On the Soul of Johns Hopkins

Dear Faculty, Students and Staff,

Two years ago today, I joined the Johns Hopkins community as your president. While the precise date may be memorable to only a small handful of people — most of them related to me by blood or marriage — it was a momentous event in my life.

On the day that I started at Johns Hopkins, I wrote to you to express my commitment to learning the soul of this great university. Since then, I have gained a better sense of our various campuses, our organizational structure, our finances, and a deeper appreciation for the history that knits together our university. But more importantly, I have had the great pleasure of uncovering the extraordinary qualities that define this institution and make it stand apart.

In laboratories, operating rooms, conference halls and coffee bars, faculty members have patiently tutored me in their disciplines. In conversation after conversation, they have shared how they came to their chosen disciplines, often in completely unexpected ways, and how they have relished the privilege of membership in our community, its driving commitment to excellence, its collegiality and warmth, and its humanity.

In the past several weeks alone, colleagues have shared with me their passion for exploring the origins of the universe, for devising more effective means to manage water shortages in the developing world, for illuminating the role that epigenetics plays in human disease, for explaining the enduring greatness of literary works by Henry Roth and Ralph Ellison, and for understanding the complex sensory patterns required to create more lifelike artificial limbs. And this is, in truth, but a small sampling of the dazzling breadth and depth of our scholarly enterprise.

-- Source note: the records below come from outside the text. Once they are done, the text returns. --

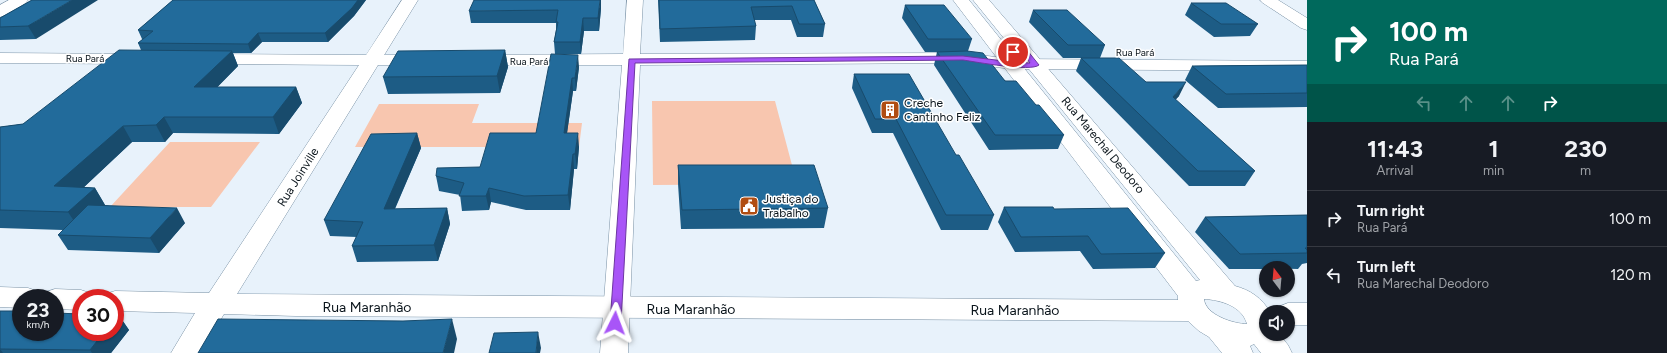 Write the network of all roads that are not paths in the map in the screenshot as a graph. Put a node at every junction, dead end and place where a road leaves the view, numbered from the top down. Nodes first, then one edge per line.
1 (20, 0) edge
2 (410, 0) edge
3 (635, 0) edge
4 (1268, 0) edge
5 (1287, 4) edge
6 (975, 5) edge
7 (1306, 9) edge
8 (0, 12) edge
9 (1307, 24) edge
10 (1147, 52) junction
11 (1233, 52) junction
12 (1307, 52) edge
13 (0, 58) edge
14 (1019, 58) junction
15 (152, 59) edge
16 (192, 59) edge
17 (372, 60) junction
18 (632, 61) junction
19 (1163, 65) junction
20 (1250, 66) junction
21 (1307, 66) edge
22 (1064, 130) junction
23 (1091, 130) junction
24 (1143, 192) junction
25 (1112, 193) junction
26 (1225, 292) junction
27 (0, 297) edge
28 (12, 297) edge
29 (124, 301) edge
30 (1193, 303) junction
31 (218, 304) junction
32 (616, 308) junction
33 (1295, 314) edge
34 (1307, 314) edge
35 (1259, 317) edge
36 (1259, 322) edge
37 (1219, 329) junction
38 (1272, 341) edge
39 (185, 353) edge
40 (614, 353) edge
41 (1239, 353) edge
42 (1278, 353) edge

1 - 8 street
2 - 17 street, Rua Joinville
3 - 18 street
4 - 5 street
5 - 7 street
5 - 9 street
6 - 14 street, Rua Marechal Deodoro
10 - 11 street, Rua Pará
10 - 14 street, Rua Pará
10 - 19 street
11 - 12 street, Rua Pará
11 - 20 street
13 - 15 street, Rua Pará
14 - 18 street, Rua Pará
14 - 19 street, Rua Pará
14 - 22 street, Rua Marechal Deodoro
14 - 23 street, Rua Marechal Deodoro
16 - 17 street, Rua Pará
17 - 18 street, Rua Pará
17 - 31 street, Rua Joinville
18 - 32 street
19 - 20 street, Rua Pará
20 - 21 street, Rua Pará
22 - 23 street
22 - 25 street, Rua Marechal Deodoro
23 - 24 street, Rua Marechal Deodoro
24 - 25 street
24 - 26 street, Rua Marechal Deodoro
25 - 30 street, Rua Marechal Deodoro
26 - 30 street, Rua Maranhão
26 - 35 street
27 - 28 street
29 - 31 street, Rua Maranhão
30 - 32 street, Rua Maranhão
30 - 37 street, Rua Marechal Deodoro
31 - 32 street, Rua Maranhão
31 - 39 street, Rua Joinville
32 - 40 street
33 - 34 street
36 - 37 street
37 - 41 street
38 - 42 street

It is no surprise that our faculty members regularly garner significant external recognition for their work — a Nobel Prize, or fellowships in the American Academy of Arts and Sciences, the Institute of Medicine or the American Association for the Advancement of Science. But as significant as these accomplishments are, they don’t do justice to the ways in which our faculty members anchor, electrify and inspire our campuses. To me, that’s the soul of Johns Hopkins.

The same electrifying force characterizes our student body.

One of the first Johns Hopkins students I met in 2009 was Sarah Hemminger, a PhD candidate in the School of Medicine. Sarah started the Incentive Mentoring Program, a wildly successful volunteer effort that supports and empowers at-risk high school kids. She dreamed up IMP while driving past Dunbar High School every morning on her way to class, and wondering about the students inside. Ninety-four percent of the students in IMP — selected because they were failing academically and facing tough challenges outside of school — have gone on to college, and the program expanded this year to a second city high school (ACCE) that is located close to the Homewood campus.

This remarkable commitment to community engagement is a hallmark of a student body that manages, often with dizzying dexterity, the daunting high-wire act of balancing academic, social and service pursuits. I am moved and inspired by the zeal that our students express for research opportunities, whether in our East Baltimore labs or in East Africa field placements; by the passion with which they take Homewood Field or take the stage at Merrick Barn or Friedberg Hall; and by the momentum that has animated efforts like the President’s Day of Service for the past two years. To me, that’s the soul of Johns Hopkins.

Of course, our tradition of excellence would not be possible without the bedrock foundation of our staff. In the past two years, at events like the Martin Luther King Jr. Commemoration, I have handed awards to staff members who are quietly changing their communities without any expectation of reward or acclaim. I have saluted the bravery of hospital personnel who rallied their patients and each other when faced with news of a tragic and senseless shooting. And I have basked in the laughter and applause that came after we “spontaneously” broke out in song in our year-end videos that went viral, or poked fun at ourselves in an online April Fool’s spoof — though all credit was due to our creative staff.

I think about the people I met during the blizzards of 2010. This included the grounds crews who took on the colossal task of clearing campus roads and paths — just in time for the next snowstorm — and the hospital workers starting yet another shift to cover for snowbound colleagues. I expected to see exhaustion, frustration and mild despair. Instead, I was greeted by people with a tireless and fervent pride in their work and this institution. To me, that’s the soul of Johns Hopkins.

Finally, in the past two years, I have been astonished by countless multi-disciplinary collaborations occurring across our campuses, from Homewood and East Baltimore to Bologna and Nanjing. For instance, last summer, I traveled to Uganda, Ethiopia and Zambia, where close and enduring collaborations between our researchers and local doctors and scientists are uncovering new ways to arrest the spread of HIV and malaria and to care for those who are afflicted with these diseases. And, last fall, I was privileged to attend an extraordinary event hosted by the Brain Sciences Institute. Colleagues from across the university, including neuroscientists, educators and musicians, collaborated with visual and performing artists from Baltimore and beyond and engaged in paradigm-bending conversations about the “creative brain,” examining issues ranging from creating the ideal structure of K-12 curricula to repairing the damage wreaked by neurodegenerative diseases. To me, that’s the soul of Johns Hopkins.

For all these reasons, I simply want to thank you for the privilege of being able to serve as your president, to live and work amongst you, and for the opportunity to continue to support and nurture this great shared endeavor that is The Johns Hopkins University.